<<<<

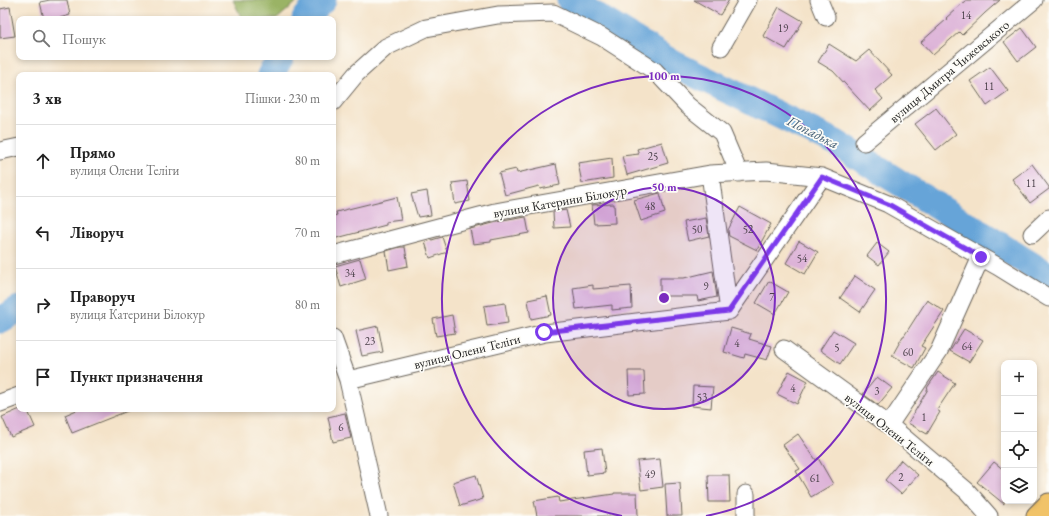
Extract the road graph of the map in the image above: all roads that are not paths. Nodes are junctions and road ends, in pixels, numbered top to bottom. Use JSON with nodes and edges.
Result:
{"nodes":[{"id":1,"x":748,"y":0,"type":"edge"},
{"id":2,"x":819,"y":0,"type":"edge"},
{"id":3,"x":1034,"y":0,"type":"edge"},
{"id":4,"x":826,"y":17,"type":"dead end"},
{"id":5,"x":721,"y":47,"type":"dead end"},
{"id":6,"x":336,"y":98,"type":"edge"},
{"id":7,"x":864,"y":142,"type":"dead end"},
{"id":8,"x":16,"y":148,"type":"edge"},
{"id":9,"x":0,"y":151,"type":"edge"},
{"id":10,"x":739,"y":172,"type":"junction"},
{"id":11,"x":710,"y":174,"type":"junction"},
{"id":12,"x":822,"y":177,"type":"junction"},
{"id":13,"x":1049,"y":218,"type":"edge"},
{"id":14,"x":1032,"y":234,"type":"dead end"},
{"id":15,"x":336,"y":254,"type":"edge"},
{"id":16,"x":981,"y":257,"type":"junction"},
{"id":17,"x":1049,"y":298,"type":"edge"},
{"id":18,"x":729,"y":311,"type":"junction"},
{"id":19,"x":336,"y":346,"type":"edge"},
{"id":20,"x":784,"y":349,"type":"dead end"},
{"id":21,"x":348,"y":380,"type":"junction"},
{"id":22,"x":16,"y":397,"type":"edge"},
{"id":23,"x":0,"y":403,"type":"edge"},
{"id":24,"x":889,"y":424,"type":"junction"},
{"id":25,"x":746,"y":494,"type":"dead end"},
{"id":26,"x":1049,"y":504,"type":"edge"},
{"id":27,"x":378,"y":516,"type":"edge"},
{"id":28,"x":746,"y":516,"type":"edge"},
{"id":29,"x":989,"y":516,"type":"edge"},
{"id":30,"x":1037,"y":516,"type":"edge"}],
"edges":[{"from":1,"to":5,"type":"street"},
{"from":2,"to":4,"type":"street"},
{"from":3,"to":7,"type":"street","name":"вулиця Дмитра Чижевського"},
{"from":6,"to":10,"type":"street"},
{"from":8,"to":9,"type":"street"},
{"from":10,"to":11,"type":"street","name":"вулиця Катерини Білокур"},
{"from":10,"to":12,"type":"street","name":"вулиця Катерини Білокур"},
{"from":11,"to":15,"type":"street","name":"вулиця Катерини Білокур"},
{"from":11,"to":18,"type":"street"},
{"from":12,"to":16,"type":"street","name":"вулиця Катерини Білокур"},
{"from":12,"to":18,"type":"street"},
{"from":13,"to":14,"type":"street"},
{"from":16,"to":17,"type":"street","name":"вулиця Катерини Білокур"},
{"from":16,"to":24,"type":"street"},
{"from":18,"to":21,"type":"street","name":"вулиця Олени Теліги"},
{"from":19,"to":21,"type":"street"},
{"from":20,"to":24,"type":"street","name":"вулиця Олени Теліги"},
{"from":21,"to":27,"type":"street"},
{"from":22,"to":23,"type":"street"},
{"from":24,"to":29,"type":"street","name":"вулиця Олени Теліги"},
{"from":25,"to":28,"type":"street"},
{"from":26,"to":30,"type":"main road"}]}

>>>>

● WHAT YOU NEED TO DO
Extract each line from the listing that holds the word "Олени".

● RESULT FOR THIS EXERCISE
{"from":18,"to":21,"type":"street","name":"вулиця Олени Теліги"},
{"from":20,"to":24,"type":"street","name":"вулиця Олени Теліги"},
{"from":24,"to":29,"type":"street","name":"вулиця Олени Теліги"},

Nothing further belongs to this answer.